L’épiscopat congolais s’oppose fermement au projet de réforme constitutionnelle de Félix Tshisekedi
La Conférence épiscopale nationale du Congo (CENCO) a exprimé une opposition catégorique au projet de modification de la Constitution porté par le chef de l’État, Félix Tshisekedi. Pour les prélats catholiques, une telle initiative menace la stabilité des institutions et les fondements démocratiques de la République démocratique du Congo. Cette prise de position vient intensifier un débat politique déjà vif à Kinshasa depuis plusieurs mois.
La CENCO vent debout contre une modification de la Loi fondamentale
Dans une déclaration d’une fermeté remarquable, les évêques congolais jugent qu’il est inopportun de toucher à la Constitution dans le climat actuel. L’Église catholique, dont l’influence est historique en RDC, considère que le texte de 2006 représente un socle de légitimité essentiel, issu d’un consensus national obtenu après une longue période de transition. Les autorités religieuses craignent qu’une refonte textuelle ne serve d’outil pour modifier les règles électorales au profit du pouvoir en place.
Le président Félix Tshisekedi avait suggéré, dès octobre 2024, que le pays devait se doter d’une nouvelle Loi fondamentale plus en phase avec les réalités nationales. Selon lui, la Constitution actuelle, rédigée sous une influence extérieure, constituerait un frein au progrès du pays. Bien qu’une commission de réflexion soit prévue pour 2025, cette perspective suscite une vive inquiétude au sein de l’épiscopat, mais aussi chez les acteurs de l’opposition et de la société civile.

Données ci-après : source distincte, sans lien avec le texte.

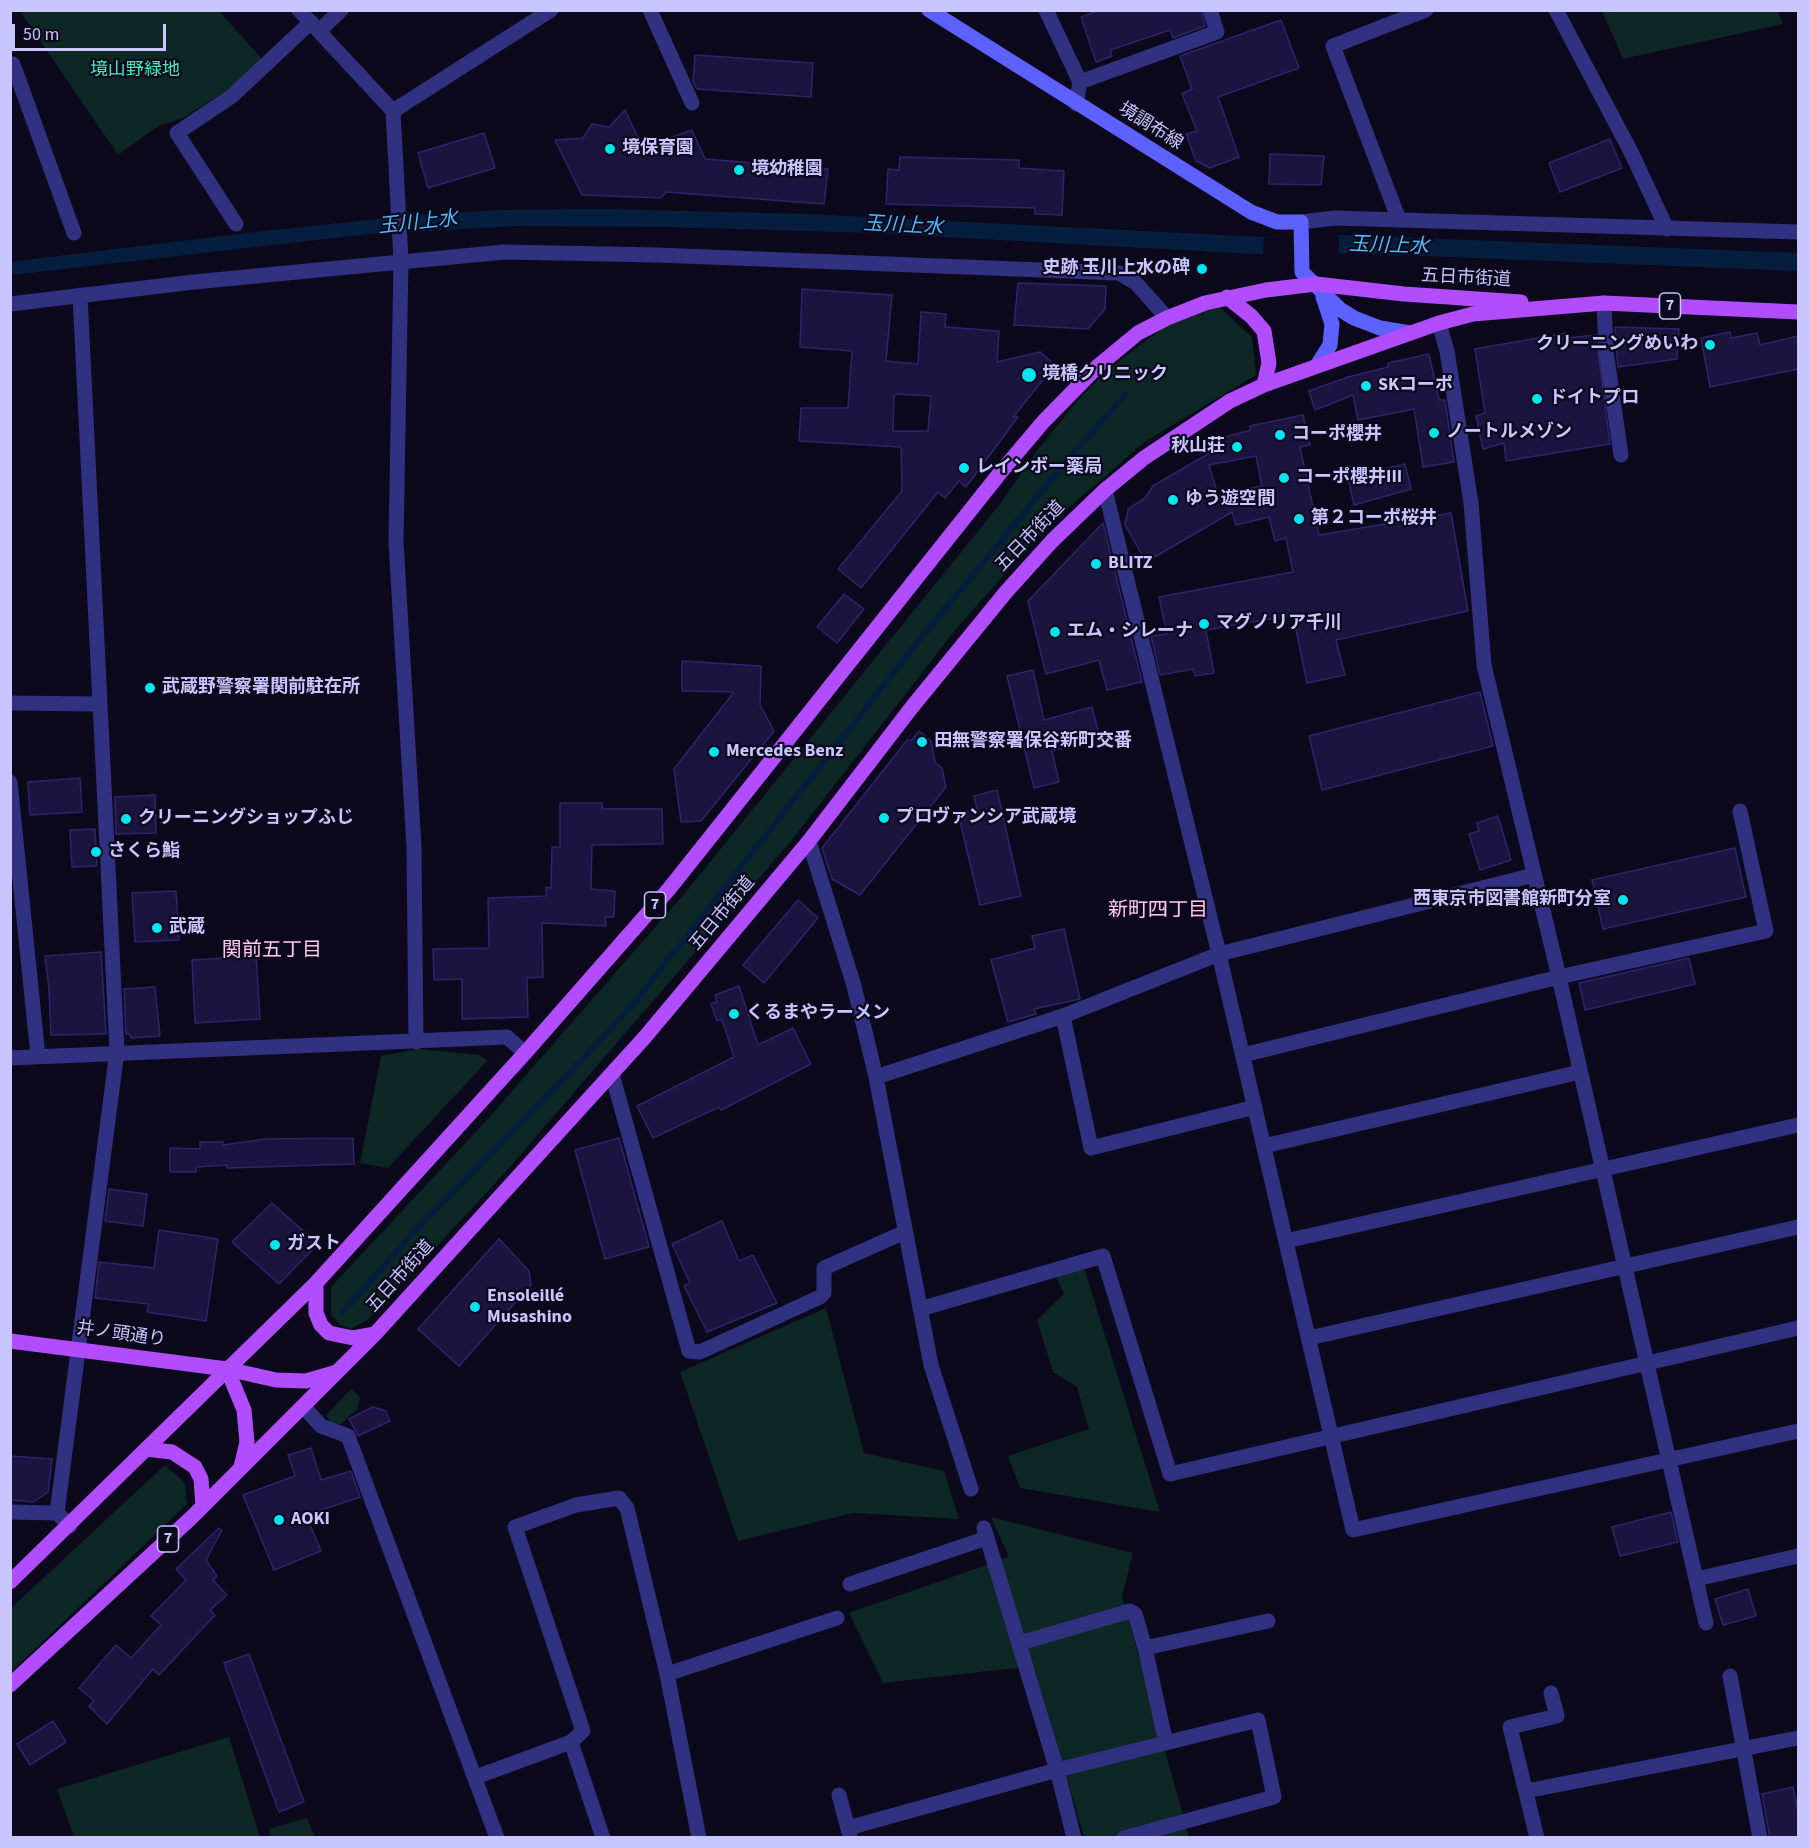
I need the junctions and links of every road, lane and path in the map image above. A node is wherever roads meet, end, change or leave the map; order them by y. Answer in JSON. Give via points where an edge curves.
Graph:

Un héritage de lutte pour le respect des verrous démocratiques
Cette résistance des évêques s’inscrit dans une continuité historique. Déjà en 2015, sous la présidence de Joseph Kabila, la CENCO s’était dressée contre toute tentative de toucher à la limitation des mandats. Son implication dans l’accord de la Saint-Sylvestre en décembre 2016 avait été déterminante pour apaiser les tensions politiques de l’époque. Ce passé confère aujourd’hui une résonance particulière à leur avertissement.
Les prélats insistent sur le caractère sacré des dispositions dites intangibles, notamment le nombre et la durée des mandats présidentiels. Pour l’Église, modifier ces verrous reviendrait à ouvrir une boîte de Pandore institutionnelle. Si le camp présidentiel assure qu’il s’agit uniquement de moderniser l’architecture de l’État sans chercher à prolonger le pouvoir, l’argument peine à convaincre la hiérarchie catholique, qui plaide pour un respect strict des textes en vigueur.
Au-delà du cadre juridique, l’impact de cette prise de position est considérable dans un pays où plus de 40 % des citoyens sont catholiques. Le message de l’épiscopat est largement relayé dans les paroisses lors des célébrations dominicales, transformant ce débat institutionnel en une véritable préoccupation populaire qui dépasse les seuls cercles politiques.
Un défi politique majeur pour le pouvoir en place
Bien que réélu en décembre 2023 avec une majorité solide au Parlement, Félix Tshisekedi doit désormais faire face à la contestation d’une institution dont la légitimité morale est profonde. La position de la CENCO est également suivie de près par la communauté internationale, notamment à Paris, Bruxelles et Washington.
Cette tension survient alors que la République démocratique du Congo traverse une crise sécuritaire majeure dans l’est du pays, marquée par les affrontements entre les forces armées et le M23 au Nord-Kivu et au Sud-Kivu. Certains observateurs craignent que ce débat constitutionnel ne détourne les ressources et l’attention des priorités humanitaires et militaires. Pour d’autres, il s’agit d’une stratégie visant à renforcer l’exécutif face aux défis régionaux.
L’avenir dira si le gouvernement maintiendra ses ambitions réformistes ou s’il optera pour un recul stratégique. Les mois à venir seront déterminants, alors que les partis de l’Union sacrée et la société civile devront clarifier leurs positions. Une chose est certaine : l’épiscopat a prévenu qu’il resterait un acteur vigilant dans ce bras de fer qui pourrait redéfinir l’équilibre politique de la RDC.